RECORDS PROVIDED —
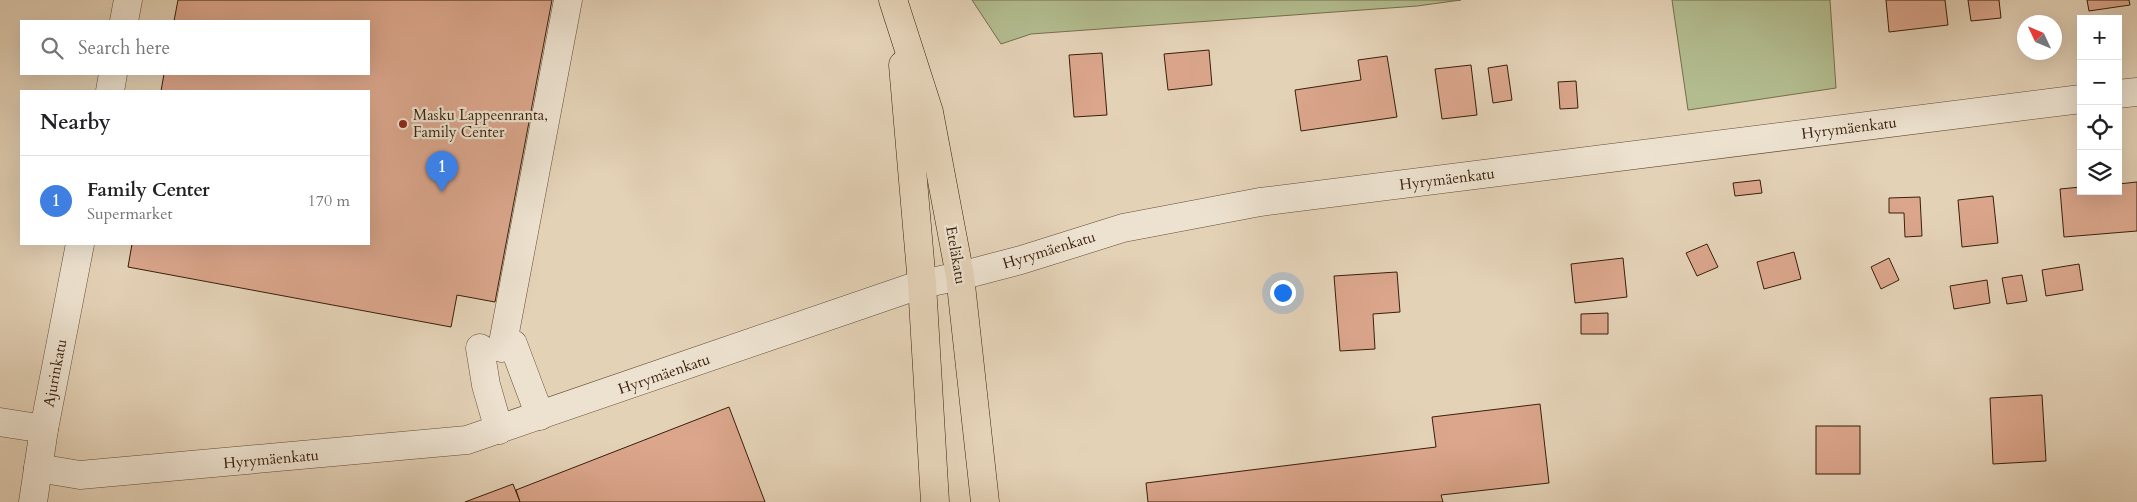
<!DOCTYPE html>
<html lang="en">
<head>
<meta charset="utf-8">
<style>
  :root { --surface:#fff; --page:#f2f2f2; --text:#202124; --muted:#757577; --line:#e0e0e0; --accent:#8f2418 }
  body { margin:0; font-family:Cardo,serif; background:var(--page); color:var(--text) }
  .controls { position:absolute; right:15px; top:15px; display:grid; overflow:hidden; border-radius:0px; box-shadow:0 5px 20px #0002 }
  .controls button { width:45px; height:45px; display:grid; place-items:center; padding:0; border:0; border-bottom:1px solid var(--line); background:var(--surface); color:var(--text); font:25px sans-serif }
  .compass { position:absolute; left:2017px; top:15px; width:45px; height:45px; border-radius:50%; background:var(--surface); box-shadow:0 5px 20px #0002; rotate:314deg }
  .you { position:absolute; left:1282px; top:292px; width:18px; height:18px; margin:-12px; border:4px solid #fff; border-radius:50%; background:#1a73e8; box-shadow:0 0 0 8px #1a73e833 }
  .badge { display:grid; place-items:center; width:32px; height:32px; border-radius:50%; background:var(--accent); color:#fff; font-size:16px; font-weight:700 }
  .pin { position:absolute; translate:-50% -41px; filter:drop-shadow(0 1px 2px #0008) }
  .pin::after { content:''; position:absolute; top:26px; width:18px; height:15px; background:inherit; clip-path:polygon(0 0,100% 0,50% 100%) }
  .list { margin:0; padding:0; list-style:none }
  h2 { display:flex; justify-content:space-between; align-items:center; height:65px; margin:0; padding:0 20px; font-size:21px }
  h2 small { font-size:16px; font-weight:400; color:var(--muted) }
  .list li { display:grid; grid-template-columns:32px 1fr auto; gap:15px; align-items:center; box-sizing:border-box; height:90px; padding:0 20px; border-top:1px solid var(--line) }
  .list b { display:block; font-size:19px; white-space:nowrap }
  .list p { margin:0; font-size:16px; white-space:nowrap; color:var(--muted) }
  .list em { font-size:16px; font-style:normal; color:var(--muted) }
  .icon { flex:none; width:28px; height:28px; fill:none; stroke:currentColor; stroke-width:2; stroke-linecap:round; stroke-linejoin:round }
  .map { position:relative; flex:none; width:2137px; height:502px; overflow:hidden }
  .search { position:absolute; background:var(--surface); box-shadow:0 5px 20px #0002; left:20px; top:20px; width:350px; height:55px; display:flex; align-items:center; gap:12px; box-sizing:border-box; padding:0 18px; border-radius:0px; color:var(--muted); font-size:19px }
  .panel { position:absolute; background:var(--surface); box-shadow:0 5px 20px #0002; left:20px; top:90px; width:350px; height:155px; border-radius:0px }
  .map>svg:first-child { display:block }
</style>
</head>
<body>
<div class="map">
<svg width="2137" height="502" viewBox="0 0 2137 502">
  <rect width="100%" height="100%" fill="#e4d2b7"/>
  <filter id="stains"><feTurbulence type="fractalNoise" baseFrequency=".004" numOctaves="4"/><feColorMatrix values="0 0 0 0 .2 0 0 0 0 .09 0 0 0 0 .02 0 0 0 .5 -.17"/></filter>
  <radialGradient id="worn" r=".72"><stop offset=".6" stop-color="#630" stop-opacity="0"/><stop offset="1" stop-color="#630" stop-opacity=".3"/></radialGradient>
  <g fill="#b2bc8f" stroke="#766e4c">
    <path d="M972,0H1461L1417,6L1031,34L1001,44Z"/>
    <path d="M1672,0H1830L1836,88L1688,110Z"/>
  </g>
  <g fill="#dba68c" stroke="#391f0a">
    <path d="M178,0H552L495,302L457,295L451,327L128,267L132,244H369V91H161L164,74H369V21H174Z"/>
    <path d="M1886,0H1945L1948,25L1889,32Z"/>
    <path d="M1968,0H1999L2001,18L1971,21Z"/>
    <path d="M2087,0H2129L2130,5L2089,11Z"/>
    <path d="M1209,50L1212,85L1168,90L1164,54Z"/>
    <path d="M1102,53L1107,115L1074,117L1069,55Z"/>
    <path d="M1387,56L1397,117L1301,131L1295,90L1361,80L1358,60Z"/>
    <path d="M1471,65L1477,115L1442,119L1435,69Z"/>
    <path d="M1507,65L1512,100L1493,103L1488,68Z"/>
    <path d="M1576,81L1578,108L1560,109L1558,82Z"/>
    <path d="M1760,180L1762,193L1735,196L1733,183Z"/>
    <path d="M2137,182V231L2064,237L2060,189L2081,187V191H2118V184Z"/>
    <path d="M1993,196L1998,243L1962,247L1958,200Z"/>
    <path d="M1920,197L1922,236L1905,237L1904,213H1889V198Z"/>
    <path d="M1707,244L1718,267L1697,276L1686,253Z"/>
    <path d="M1794,252L1801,279L1764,289L1757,262Z"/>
    <path d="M1623,258L1627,297L1575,303L1571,264Z"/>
    <path d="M1889,258L1899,280L1881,289L1871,267Z"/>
    <path d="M2079,264L2083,290L2046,296L2042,270Z"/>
    <path d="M1397,272L1400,312L1373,314L1375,349L1340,351L1334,276Z"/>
    <path d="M2022,275L2027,301L2007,304L2002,278Z"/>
    <path d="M1987,280L1990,303L1954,309L1950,286Z"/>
    <path d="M1608,313V334H1581V314Z"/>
    <path d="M2042,395L2046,461L1993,464L1990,398Z"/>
    <path d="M1540,404L1549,483L1441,495L1443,502H1148L1146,483L1436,447L1432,417Z"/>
    <path d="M729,407L765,502H520L516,490Z"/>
    <rect x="1816" y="426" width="44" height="48"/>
    <path d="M513,484L520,502H465Z"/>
  </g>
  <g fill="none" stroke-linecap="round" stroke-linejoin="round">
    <defs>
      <g id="minor">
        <path d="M124,21L128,0"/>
        <path d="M110,91L113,74"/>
        <path d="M2118,94L2137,92"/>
        <path d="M513,344L540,416"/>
        <path d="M480,348L486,385L499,430"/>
        <path d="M502,348L568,0"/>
        <path d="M0,422L44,429"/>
        <path d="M38,468L80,475L467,440L922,284L960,276L1021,260L1123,228L1260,202L2081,99"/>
        <path d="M33,502L44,429L80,244"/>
      </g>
      <g id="major">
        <path d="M893,0L929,112L960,276L985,502"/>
        <path d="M903,65L922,284L935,502"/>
      </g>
    </defs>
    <use href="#minor" stroke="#644c35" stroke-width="29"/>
    <use href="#major" stroke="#391f0a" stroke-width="29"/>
    <use href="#minor" stroke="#ede2d0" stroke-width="28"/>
    <use href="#major" stroke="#e4d2b7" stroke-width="28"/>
  </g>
  <circle fill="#8f2418" stroke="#ede2d0" stroke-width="2" cx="403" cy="124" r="5"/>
  <g text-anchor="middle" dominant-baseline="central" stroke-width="4.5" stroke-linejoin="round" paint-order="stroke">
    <g font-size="15" fill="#391f0a" stroke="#ede2d0" text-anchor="start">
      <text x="413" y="115">Masku Lappeenranta,<tspan x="413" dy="17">Family Center</tspan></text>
    </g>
    <g font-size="15" fill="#391f0a" stroke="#ede2d0">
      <text transform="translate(1849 128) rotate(-7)">Hyrymäenkatu</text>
      <text transform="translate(1447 179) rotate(-7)">Hyrymäenkatu</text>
      <text transform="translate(1049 250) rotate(-17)">Hyrymäenkatu</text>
      <text transform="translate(956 255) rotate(80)">Eteläkatu</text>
      <text transform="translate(55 373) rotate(-79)">Ajurinkatu</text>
      <text transform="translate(664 374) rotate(-19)">Hyrymäenkatu</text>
      <text transform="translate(271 459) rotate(-5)">Hyrymäenkatu</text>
    </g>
  </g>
  <rect width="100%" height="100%" filter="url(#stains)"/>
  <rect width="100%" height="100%" fill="url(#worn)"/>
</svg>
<div class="controls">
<button>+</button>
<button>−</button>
<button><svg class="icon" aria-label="locate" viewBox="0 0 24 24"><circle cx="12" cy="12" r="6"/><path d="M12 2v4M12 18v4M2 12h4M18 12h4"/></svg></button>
<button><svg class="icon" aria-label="layers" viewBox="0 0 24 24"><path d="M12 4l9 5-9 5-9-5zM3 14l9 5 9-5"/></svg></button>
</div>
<svg class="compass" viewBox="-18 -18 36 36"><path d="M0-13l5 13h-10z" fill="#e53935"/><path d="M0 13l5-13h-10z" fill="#757577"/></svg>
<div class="you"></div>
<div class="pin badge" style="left:442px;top:192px;background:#3f7fe0">1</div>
<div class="search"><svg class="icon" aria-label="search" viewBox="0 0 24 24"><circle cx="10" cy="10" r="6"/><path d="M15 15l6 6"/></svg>Search here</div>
<section class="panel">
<h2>Nearby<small></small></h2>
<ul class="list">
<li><span class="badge" style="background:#3f7fe0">1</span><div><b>Family Center</b><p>Supermarket</p></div><em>170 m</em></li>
</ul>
</section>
</div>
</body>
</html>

REQUIRED ACTION — Your task is to transcribe, with no changes, only the lines of the listing above that lie between the line holding "display:block; font-size:19px; white-space:nowrap" and the line holding "0 0 0 0 .09", inclusive.

SOLUTION TO THIS TASK —
  .list b { display:block; font-size:19px; white-space:nowrap }
  .list p { margin:0; font-size:16px; white-space:nowrap; color:var(--muted) }
  .list em { font-size:16px; font-style:normal; color:var(--muted) }
  .icon { flex:none; width:28px; height:28px; fill:none; stroke:currentColor; stroke-width:2; stroke-linecap:round; stroke-linejoin:round }
  .map { position:relative; flex:none; width:2137px; height:502px; overflow:hidden }
  .search { position:absolute; background:var(--surface); box-shadow:0 5px 20px #0002; left:20px; top:20px; width:350px; height:55px; display:flex; align-items:center; gap:12px; box-sizing:border-box; padding:0 18px; border-radius:0px; color:var(--muted); font-size:19px }
  .panel { position:absolute; background:var(--surface); box-shadow:0 5px 20px #0002; left:20px; top:90px; width:350px; height:155px; border-radius:0px }
  .map>svg:first-child { display:block }
</style>
</head>
<body>
<div class="map">
<svg width="2137" height="502" viewBox="0 0 2137 502">
  <rect width="100%" height="100%" fill="#e4d2b7"/>
  <filter id="stains"><feTurbulence type="fractalNoise" baseFrequency=".004" numOctaves="4"/><feColorMatrix values="0 0 0 0 .2 0 0 0 0 .09 0 0 0 0 .02 0 0 0 .5 -.17"/></filter>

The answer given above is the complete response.